Daddy's Home is the sixth studio album by American musician St. Vincent, released on May 14, 2021 by Loma Vista Recordings. Like its predecessor, Masseduction (2017), Annie Clark produced the album alongside Jack Antonoff. Daddy's Home was inspired by Clark's father's release from prison at the end of 2019, as well as the musical palette of New York City in the first half of the 1970s. The record musically incorporates lounge-pop and psychedelic music. The album won the award for Best Alternative Music Album at the 64th Annual Grammy Awards.

Background 
In May 2010, Clark's father, Richard Clark was convicted on of one count of conspiracy, seven counts of wire fraud, five counts of securities fraud, and one count of money laundering. During his incarceration, Clark released four albums: Strange Mercy (2011), St. Vincent (2014) and Masseduction (2017), receiving a growing amount of attention with each album. After his release in 2019, Clark was inspired to write the album's title track and also found inspiration in music made in New York City from 1971 to 1975, a contrast to her previous albums, which were categorized as indie rock.

On December 15, 2020, Clark revealed that she would be releasing her sixth studio album in 2021. On February 25, 2021, street posters revealed that the album would be released on May 14, 2021. Clark released the album's lead single, "Pay Your Way in Pain", on March 5, 2021. In a profile with The Forty-Five following the single's release, she stated that the theme of the album would be her father's release from prison. Clark added that she wanted to narrate her "story", opining that his release from prison was "a good starting point".

Critical reception 

Upon release, Daddy's Home received widespread critical acclaim. On the review aggregation website Metacritic, it received an average score of 85 out of 100 based on 29 reviews, indicating "universal acclaim". AnyDecentMusic? collated reviews giving the album an average score of 8.2 out of 10 based on 32 reviews.

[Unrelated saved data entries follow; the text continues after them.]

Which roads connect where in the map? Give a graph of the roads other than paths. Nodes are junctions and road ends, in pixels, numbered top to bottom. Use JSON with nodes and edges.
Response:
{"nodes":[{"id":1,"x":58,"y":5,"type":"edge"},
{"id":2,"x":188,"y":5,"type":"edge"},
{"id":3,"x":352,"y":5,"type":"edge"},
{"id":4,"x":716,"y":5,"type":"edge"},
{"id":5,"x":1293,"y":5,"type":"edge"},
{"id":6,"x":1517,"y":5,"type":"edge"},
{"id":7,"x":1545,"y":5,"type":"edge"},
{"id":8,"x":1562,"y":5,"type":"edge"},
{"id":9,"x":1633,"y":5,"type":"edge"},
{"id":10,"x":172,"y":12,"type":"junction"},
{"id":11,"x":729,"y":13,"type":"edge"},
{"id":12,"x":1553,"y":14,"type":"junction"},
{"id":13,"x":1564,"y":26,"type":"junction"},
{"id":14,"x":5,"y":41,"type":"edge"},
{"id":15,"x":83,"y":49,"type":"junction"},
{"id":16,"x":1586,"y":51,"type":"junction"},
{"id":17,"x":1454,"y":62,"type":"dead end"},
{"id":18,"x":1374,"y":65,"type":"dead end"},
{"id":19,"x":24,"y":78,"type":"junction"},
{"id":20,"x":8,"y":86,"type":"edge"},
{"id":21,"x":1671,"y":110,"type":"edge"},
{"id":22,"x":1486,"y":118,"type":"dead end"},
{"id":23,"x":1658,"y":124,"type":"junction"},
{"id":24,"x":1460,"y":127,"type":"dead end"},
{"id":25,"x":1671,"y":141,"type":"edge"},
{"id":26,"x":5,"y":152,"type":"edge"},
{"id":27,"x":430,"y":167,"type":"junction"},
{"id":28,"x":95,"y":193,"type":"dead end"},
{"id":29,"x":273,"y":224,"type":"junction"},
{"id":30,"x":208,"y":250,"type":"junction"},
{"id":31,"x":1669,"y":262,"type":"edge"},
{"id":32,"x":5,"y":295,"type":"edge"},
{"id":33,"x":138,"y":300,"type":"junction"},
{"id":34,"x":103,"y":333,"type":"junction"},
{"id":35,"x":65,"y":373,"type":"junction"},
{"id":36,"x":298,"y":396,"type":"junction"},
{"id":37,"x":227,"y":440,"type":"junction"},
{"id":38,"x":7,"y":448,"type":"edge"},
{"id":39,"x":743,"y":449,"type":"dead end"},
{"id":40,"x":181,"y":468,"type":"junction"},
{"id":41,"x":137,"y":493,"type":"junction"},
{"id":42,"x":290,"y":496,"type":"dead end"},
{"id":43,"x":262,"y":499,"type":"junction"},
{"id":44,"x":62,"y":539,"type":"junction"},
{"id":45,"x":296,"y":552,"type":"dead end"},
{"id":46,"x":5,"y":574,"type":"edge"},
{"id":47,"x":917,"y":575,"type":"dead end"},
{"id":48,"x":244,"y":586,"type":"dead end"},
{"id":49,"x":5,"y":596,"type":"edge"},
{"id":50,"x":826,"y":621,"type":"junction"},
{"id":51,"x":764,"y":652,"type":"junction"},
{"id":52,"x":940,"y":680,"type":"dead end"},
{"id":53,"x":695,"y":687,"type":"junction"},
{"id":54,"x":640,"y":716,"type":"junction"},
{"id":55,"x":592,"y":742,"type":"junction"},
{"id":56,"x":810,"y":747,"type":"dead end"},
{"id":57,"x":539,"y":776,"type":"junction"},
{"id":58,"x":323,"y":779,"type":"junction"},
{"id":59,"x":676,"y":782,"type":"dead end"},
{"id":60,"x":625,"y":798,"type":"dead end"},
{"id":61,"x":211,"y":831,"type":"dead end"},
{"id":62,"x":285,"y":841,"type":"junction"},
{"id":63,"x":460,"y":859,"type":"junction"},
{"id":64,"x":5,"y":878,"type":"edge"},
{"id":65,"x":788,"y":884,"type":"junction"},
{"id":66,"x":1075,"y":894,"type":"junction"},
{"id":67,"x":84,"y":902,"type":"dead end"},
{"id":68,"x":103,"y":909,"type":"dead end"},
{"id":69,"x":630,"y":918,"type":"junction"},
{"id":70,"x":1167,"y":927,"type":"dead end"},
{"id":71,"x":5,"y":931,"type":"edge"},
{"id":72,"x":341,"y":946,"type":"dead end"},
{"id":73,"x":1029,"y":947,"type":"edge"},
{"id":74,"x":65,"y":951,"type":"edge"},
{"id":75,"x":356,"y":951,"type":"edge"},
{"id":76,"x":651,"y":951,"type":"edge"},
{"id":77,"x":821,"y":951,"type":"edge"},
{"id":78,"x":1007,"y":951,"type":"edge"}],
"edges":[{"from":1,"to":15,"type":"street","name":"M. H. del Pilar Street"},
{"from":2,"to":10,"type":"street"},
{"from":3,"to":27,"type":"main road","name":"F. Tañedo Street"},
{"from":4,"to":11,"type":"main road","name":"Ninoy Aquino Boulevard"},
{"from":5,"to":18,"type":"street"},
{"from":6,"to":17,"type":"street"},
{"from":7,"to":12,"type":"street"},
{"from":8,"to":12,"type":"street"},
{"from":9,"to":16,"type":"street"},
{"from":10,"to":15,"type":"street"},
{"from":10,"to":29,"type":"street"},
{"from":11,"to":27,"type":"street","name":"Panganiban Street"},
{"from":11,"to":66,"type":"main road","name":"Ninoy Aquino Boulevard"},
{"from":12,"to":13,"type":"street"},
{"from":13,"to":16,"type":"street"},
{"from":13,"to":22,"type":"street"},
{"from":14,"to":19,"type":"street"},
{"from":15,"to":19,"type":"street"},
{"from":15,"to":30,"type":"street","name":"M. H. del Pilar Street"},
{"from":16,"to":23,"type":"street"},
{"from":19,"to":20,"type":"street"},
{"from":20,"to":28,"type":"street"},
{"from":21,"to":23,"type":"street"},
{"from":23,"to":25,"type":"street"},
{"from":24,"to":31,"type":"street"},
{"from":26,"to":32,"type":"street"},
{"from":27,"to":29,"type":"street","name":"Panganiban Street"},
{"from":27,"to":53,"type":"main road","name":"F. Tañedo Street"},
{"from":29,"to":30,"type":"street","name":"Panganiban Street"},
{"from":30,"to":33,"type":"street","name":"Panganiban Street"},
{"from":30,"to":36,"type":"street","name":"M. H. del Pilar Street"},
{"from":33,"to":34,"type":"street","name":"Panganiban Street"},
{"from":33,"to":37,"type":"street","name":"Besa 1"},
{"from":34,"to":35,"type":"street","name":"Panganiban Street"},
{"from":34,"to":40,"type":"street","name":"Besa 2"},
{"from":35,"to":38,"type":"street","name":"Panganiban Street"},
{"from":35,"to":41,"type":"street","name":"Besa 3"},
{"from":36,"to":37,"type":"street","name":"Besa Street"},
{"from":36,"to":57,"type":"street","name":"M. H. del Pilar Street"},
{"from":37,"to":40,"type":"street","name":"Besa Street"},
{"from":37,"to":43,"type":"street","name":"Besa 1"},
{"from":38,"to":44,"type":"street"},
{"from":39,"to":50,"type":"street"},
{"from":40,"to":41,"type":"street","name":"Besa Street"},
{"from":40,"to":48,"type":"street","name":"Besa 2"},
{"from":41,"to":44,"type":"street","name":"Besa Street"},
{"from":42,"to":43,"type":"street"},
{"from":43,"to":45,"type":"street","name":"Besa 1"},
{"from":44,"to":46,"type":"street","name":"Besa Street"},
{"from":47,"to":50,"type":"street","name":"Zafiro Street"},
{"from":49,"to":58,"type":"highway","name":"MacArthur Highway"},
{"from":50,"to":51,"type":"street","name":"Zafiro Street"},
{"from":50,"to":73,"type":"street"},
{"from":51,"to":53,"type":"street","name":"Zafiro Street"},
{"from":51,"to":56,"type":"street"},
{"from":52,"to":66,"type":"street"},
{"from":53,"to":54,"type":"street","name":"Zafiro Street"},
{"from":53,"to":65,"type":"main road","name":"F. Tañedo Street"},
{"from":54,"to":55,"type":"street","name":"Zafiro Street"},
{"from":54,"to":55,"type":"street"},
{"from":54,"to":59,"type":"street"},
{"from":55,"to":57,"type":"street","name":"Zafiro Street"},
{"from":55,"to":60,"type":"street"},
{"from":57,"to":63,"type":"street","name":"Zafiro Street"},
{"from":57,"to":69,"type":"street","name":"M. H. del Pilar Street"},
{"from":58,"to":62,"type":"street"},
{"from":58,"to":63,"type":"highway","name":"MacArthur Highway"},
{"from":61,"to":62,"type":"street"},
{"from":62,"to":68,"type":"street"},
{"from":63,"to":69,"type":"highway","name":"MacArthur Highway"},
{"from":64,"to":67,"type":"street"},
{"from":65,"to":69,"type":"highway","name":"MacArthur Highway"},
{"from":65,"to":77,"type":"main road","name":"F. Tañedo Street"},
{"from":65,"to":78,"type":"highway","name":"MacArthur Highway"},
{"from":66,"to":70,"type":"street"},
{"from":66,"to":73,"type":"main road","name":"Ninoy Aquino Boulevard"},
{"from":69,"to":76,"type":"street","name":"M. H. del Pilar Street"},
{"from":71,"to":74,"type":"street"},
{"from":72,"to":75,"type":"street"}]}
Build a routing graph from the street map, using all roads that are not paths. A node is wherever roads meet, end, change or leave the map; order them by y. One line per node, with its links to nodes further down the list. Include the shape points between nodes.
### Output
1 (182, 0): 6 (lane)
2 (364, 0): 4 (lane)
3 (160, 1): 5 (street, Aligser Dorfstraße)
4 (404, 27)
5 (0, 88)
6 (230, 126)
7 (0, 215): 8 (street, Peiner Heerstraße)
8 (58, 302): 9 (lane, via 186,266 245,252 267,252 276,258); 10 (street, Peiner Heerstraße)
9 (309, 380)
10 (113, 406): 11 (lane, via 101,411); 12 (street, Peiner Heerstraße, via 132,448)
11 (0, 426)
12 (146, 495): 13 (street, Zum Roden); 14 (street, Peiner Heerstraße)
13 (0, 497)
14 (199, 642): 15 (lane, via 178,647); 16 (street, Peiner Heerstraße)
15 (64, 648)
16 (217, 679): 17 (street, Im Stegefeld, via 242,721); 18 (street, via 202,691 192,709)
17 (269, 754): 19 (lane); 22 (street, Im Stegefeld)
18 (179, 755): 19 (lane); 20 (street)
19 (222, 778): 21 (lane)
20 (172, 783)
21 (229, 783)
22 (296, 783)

Rolling Stone called it "a mutant strain of retro pop steeped in New York lore", and Tom Doyle of Mojo hailed it as "a full conceptual realisation, filled with great melodies, deep grooves, colourful characterisations and sonic detail that reveals itself over repeated plays."

Accolades

Daddy's Home Tour
The Daddy's Home Tour is a concert tour by American singer St. Vincent in support of her sixth album, Daddy's Home. The tour visited North America, Europe and Asia between 2021 and 2022.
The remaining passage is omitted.